After the Shaman ceremony, we were invited to change our clothes and jump into a cave full of water. I wasn’t too keen on the idea initially. The water didn’t look very clean, and there were bats flying around, and, possibly most important, I’m 50 years old now and I don’t really need to be doing things like jumping into jungle caves, no matter how refreshing (especially since the last pond we saw had a crocodile in it). However, after seeing the middle-aged father of two from Michigan jump in, and then being able to see how clear the water actually was, something happened.

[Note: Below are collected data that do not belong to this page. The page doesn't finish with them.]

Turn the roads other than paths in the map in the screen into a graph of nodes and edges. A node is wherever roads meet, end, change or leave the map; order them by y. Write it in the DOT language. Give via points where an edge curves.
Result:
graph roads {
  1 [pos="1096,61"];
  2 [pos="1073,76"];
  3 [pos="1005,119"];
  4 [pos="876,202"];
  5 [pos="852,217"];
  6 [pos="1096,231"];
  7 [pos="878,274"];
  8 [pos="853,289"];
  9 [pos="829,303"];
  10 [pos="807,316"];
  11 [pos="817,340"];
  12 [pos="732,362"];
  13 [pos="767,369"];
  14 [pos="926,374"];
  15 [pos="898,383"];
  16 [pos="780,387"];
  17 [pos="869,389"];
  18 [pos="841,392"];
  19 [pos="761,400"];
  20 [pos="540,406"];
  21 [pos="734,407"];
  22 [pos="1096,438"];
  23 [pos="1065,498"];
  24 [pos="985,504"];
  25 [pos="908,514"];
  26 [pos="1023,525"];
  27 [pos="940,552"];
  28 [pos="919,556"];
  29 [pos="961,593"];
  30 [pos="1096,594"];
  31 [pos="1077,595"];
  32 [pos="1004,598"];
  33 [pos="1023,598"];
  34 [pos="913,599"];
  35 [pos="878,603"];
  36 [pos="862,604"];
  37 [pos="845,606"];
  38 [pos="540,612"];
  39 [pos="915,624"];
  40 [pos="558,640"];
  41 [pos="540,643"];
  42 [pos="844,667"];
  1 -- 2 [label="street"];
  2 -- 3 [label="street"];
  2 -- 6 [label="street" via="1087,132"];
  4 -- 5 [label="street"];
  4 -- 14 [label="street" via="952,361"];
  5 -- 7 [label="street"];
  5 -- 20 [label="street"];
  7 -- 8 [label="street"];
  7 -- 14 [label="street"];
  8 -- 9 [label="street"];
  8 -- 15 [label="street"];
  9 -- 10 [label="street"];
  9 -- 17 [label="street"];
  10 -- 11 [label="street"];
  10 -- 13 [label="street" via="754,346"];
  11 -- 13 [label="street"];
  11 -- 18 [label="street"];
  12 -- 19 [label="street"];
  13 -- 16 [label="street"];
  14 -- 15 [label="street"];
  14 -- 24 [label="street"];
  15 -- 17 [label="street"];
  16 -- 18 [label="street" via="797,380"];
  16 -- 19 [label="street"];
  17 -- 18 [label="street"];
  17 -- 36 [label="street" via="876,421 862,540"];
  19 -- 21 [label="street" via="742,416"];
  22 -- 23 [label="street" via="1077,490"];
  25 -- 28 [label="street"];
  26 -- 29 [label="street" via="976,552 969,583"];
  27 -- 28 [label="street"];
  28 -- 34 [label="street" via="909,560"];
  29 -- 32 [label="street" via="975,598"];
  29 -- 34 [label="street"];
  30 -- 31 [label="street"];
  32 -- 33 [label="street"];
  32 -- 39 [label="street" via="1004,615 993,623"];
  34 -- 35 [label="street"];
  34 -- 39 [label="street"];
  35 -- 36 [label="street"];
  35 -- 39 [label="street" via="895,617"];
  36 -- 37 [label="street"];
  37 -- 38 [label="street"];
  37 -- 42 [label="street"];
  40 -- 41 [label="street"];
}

There seems to be a switch in my brain that turns “is this a good idea?” into “yes… this is great… you’ll be fine… you’ll regret it later if you don’t do it… this is just like those Mt. Dew commercials you saw as a kid”. This switch had been thrown. I removed my shoes and was soon taking the requisite ceremonial Mayan shower above the mouth of the cave, then held my breath as I jumped off the ledge and into the crystal clear water.
After brief disorientation upon resurfacing, I quickly swam over to the small wooden platform built at one side of the cave and dragged myself out of the water. Ten fingers, ten toes, pants on, nothing broken. As long as a waterborne parasite didn’t just lay eggs in my eyeball, I had survived unscathed. So… let’s do it three more times.
Jumping into the water with my clothes on turned out to be a great idea. Wearing damp clothes the rest of the day comforted me from the intense mid-day heat. Upon returning to the village, we were provided an outdoor lunch of local food by local people. It turned out to be the best food we had all week. Cancun has a beautiful beach, but the food we had in the resort areas was consistantly bland and not worth the money. The Mayans, however, provided a tasty meal.
After another brief van ride, we arrived at Coba. Our guide for this portion of the trip was our van driver. He gave us a brief tour and provided very interesting information about the history of ancient Mayan cities, then we had a couple hours to wander around on our own.
The highlight of a trip to Coba is a visit to the Nohoch Mul Pyramid. We took a bike taxi through the woods to the base of the pyramid.
The Nohoch Mul Pyramid is 137 feet tall, and the top of it towers over the surrounding area to a surprising degree. The view from the base of the pyramid (looking up), doesn’t provide a realistic expectation of the grand view from the top.
After the ride back to the entrance, and a cold beer, we were back in the van… rejoicing at the speed bump experience once again. The evening was spent wandering the beach looking for treasures. It was our last day in Cancun, and it was a great one.